Look through the data for the string "河北东路". Copy every line where it is found.

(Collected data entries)
------------------------------------------------
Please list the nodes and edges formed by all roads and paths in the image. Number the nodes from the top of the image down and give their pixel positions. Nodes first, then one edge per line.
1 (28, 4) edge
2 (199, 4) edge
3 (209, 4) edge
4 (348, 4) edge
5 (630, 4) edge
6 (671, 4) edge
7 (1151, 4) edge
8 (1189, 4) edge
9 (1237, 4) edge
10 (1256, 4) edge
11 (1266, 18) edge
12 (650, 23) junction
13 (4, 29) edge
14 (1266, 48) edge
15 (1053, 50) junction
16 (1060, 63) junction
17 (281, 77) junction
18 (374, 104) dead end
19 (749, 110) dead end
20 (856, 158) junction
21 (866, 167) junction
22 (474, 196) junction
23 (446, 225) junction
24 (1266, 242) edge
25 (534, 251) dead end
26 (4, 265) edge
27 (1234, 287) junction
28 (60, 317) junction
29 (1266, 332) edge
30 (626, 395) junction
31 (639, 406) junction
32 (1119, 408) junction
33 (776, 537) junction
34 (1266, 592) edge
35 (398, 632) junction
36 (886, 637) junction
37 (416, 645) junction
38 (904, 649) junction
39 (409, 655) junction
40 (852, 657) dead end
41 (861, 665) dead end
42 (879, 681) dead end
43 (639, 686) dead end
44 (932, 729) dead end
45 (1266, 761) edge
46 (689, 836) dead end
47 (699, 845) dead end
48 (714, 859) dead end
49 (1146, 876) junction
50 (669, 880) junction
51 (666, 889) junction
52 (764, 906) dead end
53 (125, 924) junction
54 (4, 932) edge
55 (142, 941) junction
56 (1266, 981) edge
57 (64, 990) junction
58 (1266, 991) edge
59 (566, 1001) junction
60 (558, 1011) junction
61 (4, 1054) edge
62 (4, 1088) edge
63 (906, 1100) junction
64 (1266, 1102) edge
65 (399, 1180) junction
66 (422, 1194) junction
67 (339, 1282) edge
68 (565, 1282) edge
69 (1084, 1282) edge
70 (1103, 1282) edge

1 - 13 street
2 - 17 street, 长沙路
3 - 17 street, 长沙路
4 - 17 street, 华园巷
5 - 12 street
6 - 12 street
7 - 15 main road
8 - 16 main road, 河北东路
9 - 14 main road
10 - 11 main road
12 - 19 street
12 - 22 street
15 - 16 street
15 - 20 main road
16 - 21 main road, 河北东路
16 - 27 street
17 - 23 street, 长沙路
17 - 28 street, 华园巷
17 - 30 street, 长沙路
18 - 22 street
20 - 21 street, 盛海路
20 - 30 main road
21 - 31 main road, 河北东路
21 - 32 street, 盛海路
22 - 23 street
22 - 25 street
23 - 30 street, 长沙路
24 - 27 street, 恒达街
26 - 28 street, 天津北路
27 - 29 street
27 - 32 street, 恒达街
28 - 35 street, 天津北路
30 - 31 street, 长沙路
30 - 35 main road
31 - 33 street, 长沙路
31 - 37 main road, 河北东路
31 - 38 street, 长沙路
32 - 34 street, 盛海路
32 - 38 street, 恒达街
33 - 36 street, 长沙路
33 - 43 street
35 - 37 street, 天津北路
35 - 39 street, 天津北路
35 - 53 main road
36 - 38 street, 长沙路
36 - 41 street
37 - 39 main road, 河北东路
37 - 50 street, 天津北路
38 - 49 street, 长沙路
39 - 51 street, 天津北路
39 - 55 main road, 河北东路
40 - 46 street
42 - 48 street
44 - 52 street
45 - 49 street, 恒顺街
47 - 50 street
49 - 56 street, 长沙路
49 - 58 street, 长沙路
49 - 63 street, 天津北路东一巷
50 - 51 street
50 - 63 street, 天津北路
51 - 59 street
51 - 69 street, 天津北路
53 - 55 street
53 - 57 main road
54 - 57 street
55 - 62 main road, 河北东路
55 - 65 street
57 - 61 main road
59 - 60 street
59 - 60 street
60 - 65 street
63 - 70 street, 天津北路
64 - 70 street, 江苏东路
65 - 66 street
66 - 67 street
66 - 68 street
------------------------------------------------
### Expected output
8 - 16 main road, 河北东路
16 - 21 main road, 河北东路
21 - 31 main road, 河北东路
31 - 37 main road, 河北东路
37 - 39 main road, 河北东路
39 - 55 main road, 河北东路
55 - 62 main road, 河北东路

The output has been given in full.